- _Requirement_
Where does the string "place" appear in the records? Copy each line that holds it.

Stored data entries:
╔══
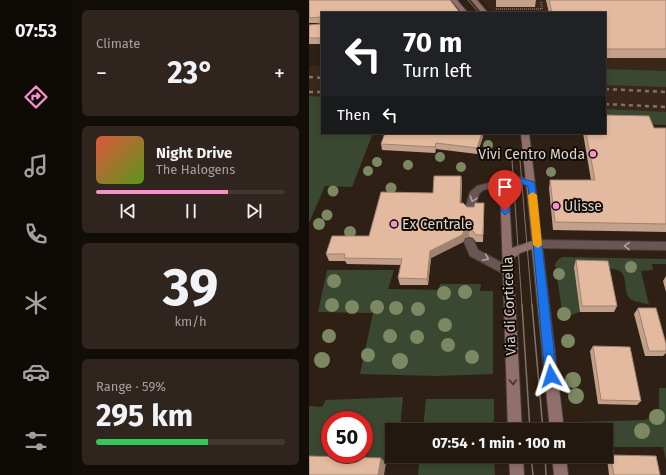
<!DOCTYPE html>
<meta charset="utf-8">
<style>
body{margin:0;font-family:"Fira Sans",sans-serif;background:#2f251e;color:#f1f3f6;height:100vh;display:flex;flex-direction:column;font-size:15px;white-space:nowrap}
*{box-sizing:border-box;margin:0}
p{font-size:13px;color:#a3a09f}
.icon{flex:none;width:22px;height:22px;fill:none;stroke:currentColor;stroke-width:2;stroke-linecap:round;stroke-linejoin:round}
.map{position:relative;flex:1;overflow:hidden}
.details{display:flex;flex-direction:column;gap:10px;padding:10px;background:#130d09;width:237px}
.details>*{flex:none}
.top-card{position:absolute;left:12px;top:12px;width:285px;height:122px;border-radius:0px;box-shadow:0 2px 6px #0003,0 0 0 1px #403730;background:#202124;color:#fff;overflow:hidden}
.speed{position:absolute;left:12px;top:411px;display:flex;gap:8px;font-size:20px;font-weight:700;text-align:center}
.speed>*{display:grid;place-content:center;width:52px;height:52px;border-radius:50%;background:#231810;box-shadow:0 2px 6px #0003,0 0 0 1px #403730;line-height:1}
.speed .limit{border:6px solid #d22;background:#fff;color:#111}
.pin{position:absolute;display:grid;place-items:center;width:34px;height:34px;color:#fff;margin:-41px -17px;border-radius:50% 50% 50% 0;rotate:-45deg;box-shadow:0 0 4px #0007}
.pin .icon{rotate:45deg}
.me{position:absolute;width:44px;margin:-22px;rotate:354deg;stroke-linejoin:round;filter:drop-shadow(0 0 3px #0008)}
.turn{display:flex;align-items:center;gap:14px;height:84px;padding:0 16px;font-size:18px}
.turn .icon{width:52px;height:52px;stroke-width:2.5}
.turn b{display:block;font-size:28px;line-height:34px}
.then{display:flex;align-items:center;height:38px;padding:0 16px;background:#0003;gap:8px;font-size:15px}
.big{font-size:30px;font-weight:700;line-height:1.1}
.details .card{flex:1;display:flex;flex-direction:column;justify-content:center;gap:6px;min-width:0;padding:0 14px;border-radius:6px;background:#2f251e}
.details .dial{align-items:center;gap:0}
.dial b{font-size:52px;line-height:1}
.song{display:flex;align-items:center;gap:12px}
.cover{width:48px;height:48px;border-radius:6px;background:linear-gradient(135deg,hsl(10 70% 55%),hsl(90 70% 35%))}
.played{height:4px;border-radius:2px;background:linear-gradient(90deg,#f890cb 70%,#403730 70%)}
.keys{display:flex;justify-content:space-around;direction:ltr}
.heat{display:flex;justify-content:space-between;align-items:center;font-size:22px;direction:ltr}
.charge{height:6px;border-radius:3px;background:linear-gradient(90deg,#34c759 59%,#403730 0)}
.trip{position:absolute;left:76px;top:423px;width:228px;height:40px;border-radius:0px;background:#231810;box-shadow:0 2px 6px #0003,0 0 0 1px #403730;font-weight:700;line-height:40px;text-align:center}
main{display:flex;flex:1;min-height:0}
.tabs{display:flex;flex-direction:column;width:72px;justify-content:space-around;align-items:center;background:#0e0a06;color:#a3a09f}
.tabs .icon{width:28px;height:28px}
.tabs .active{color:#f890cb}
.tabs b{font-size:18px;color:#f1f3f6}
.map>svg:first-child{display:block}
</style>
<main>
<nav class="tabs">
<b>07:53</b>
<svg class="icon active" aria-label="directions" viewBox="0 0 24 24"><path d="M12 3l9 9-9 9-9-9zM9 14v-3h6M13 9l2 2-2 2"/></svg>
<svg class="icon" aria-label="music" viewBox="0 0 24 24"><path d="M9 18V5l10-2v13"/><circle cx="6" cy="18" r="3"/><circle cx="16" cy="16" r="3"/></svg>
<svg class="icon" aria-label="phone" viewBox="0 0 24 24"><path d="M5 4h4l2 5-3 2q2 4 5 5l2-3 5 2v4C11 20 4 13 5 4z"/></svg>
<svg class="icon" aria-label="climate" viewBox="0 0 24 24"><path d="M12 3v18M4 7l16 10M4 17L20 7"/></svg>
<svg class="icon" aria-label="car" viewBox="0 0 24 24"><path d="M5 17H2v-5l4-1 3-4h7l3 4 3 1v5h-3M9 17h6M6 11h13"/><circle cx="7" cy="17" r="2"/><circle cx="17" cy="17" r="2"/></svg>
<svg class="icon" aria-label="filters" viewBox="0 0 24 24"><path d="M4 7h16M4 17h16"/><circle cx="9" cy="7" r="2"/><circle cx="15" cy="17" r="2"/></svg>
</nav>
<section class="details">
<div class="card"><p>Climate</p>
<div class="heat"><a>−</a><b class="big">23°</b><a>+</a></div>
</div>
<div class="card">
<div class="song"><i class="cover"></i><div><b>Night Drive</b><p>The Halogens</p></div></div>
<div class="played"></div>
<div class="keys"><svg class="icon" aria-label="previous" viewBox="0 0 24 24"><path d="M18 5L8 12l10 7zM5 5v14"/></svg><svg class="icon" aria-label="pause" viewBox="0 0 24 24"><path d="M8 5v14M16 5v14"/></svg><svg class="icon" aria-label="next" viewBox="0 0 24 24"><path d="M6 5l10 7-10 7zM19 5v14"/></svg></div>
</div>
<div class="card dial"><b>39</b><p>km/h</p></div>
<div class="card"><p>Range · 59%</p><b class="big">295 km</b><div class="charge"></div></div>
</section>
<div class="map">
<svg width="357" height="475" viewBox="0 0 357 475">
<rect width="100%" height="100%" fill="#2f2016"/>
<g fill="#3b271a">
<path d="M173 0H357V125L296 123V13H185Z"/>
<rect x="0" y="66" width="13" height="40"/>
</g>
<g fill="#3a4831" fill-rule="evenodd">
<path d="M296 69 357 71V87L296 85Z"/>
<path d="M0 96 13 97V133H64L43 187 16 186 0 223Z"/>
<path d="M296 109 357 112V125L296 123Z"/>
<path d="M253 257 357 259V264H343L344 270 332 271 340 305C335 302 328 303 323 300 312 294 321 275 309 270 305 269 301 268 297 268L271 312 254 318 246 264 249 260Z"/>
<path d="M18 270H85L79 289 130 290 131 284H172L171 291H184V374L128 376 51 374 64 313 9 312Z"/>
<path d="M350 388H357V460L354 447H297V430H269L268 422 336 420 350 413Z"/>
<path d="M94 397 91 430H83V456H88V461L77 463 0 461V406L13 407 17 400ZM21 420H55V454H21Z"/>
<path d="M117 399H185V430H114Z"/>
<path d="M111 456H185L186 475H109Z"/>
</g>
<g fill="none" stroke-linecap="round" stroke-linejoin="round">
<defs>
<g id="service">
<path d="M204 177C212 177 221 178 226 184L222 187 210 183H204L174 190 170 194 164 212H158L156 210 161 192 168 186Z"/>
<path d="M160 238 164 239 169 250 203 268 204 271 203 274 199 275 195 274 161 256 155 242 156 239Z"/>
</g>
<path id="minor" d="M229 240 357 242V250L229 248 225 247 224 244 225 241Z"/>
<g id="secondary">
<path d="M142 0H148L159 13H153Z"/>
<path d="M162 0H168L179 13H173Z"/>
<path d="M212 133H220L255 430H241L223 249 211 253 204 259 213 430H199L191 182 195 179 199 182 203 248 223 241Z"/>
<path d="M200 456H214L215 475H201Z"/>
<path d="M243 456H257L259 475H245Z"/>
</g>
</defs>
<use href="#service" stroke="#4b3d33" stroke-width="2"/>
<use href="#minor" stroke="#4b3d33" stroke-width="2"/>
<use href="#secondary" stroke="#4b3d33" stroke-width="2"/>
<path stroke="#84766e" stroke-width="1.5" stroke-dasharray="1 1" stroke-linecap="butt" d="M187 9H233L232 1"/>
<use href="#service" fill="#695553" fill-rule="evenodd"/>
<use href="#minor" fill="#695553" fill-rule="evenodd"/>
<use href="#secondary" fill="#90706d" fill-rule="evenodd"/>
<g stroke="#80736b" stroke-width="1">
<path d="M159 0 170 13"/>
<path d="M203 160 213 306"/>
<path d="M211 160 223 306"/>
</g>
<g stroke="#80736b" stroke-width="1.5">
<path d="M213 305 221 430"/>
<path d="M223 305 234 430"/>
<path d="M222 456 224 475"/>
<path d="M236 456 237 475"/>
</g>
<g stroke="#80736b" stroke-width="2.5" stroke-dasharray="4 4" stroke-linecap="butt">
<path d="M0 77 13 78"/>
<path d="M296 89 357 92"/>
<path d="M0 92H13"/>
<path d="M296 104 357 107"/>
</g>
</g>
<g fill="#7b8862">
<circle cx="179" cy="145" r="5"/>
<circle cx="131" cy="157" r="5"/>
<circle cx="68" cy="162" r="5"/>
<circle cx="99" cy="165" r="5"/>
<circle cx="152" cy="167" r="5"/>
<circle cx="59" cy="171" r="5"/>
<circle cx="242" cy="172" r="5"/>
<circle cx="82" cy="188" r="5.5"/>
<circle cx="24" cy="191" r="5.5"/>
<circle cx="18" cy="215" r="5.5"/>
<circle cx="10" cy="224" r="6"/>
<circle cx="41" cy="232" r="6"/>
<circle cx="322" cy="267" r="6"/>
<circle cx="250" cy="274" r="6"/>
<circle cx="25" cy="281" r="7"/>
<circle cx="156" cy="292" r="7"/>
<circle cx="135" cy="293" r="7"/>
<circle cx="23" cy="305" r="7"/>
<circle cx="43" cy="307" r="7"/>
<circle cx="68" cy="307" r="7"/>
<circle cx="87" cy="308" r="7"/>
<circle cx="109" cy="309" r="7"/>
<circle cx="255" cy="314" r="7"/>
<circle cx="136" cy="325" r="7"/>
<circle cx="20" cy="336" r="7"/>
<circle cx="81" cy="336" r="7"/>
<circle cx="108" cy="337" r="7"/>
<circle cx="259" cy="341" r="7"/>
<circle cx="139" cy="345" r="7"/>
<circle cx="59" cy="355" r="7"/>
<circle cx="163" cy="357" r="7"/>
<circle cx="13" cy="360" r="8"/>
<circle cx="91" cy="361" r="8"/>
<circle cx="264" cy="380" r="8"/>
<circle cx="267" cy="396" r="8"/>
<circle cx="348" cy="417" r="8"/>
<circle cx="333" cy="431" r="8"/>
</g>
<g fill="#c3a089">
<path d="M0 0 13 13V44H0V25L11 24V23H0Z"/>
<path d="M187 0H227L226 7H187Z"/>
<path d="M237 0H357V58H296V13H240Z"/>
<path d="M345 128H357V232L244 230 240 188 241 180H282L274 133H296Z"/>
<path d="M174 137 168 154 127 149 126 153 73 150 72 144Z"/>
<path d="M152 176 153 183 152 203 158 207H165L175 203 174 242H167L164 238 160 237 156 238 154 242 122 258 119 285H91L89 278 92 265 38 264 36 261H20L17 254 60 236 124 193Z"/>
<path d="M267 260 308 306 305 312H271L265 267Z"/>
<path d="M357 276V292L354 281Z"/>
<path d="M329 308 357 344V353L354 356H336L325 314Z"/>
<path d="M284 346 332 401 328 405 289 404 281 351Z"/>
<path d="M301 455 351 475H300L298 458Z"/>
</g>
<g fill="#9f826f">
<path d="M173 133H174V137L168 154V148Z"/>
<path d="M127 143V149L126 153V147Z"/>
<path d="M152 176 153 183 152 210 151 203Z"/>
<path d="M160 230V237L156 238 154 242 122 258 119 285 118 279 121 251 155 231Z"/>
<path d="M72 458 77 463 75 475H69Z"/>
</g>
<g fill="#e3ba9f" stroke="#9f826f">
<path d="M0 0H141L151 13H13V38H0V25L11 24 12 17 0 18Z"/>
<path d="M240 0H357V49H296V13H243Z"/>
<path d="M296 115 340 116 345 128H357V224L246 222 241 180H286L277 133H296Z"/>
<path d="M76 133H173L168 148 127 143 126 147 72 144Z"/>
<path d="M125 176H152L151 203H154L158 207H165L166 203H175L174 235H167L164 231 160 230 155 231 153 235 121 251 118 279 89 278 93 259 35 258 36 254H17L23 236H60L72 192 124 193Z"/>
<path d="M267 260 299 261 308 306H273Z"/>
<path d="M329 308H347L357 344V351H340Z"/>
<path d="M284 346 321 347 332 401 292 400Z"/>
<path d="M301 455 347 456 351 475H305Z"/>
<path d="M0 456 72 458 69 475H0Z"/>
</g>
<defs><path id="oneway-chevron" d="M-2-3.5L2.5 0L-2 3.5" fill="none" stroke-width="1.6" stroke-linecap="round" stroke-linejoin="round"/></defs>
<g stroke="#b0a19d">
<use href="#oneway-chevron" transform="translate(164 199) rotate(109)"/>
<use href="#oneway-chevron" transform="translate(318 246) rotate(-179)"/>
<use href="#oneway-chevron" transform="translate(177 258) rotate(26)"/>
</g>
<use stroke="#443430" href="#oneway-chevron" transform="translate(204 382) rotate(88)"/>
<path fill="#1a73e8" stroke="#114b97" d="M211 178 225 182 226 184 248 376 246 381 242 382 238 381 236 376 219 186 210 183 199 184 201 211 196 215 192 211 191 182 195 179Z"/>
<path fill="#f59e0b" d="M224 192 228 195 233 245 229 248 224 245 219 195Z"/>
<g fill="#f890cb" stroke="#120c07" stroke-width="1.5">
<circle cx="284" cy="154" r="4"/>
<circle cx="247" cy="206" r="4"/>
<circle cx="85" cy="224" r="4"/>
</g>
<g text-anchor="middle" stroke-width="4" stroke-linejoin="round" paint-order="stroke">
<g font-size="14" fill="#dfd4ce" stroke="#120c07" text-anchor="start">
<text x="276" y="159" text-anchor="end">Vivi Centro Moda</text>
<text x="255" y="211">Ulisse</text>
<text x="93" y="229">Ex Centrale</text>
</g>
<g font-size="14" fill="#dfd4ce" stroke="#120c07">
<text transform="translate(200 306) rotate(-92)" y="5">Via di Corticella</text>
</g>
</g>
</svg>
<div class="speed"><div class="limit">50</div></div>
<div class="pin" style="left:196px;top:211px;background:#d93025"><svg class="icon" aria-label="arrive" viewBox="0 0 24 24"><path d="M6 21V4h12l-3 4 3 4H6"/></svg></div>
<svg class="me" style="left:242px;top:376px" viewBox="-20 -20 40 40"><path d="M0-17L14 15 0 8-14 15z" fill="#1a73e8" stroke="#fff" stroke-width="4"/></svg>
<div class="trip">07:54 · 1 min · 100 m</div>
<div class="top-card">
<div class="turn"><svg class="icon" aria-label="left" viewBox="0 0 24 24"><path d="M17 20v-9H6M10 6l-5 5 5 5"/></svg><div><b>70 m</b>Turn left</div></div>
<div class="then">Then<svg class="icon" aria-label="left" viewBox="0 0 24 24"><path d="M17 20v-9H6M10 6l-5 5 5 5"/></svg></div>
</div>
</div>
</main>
╚══
- _Exercise answer_
.speed>*{display:grid;place-content:center;width:52px;height:52px;border-radius:50%;background:#231810;box-shadow:0 2px 6px #0003,0 0 0 1px #403730;line-height:1}
.pin{position:absolute;display:grid;place-items:center;width:34px;height:34px;color:#fff;margin:-41px -17px;border-radius:50% 50% 50% 0;rotate:-45deg;box-shadow:0 0 4px #0007}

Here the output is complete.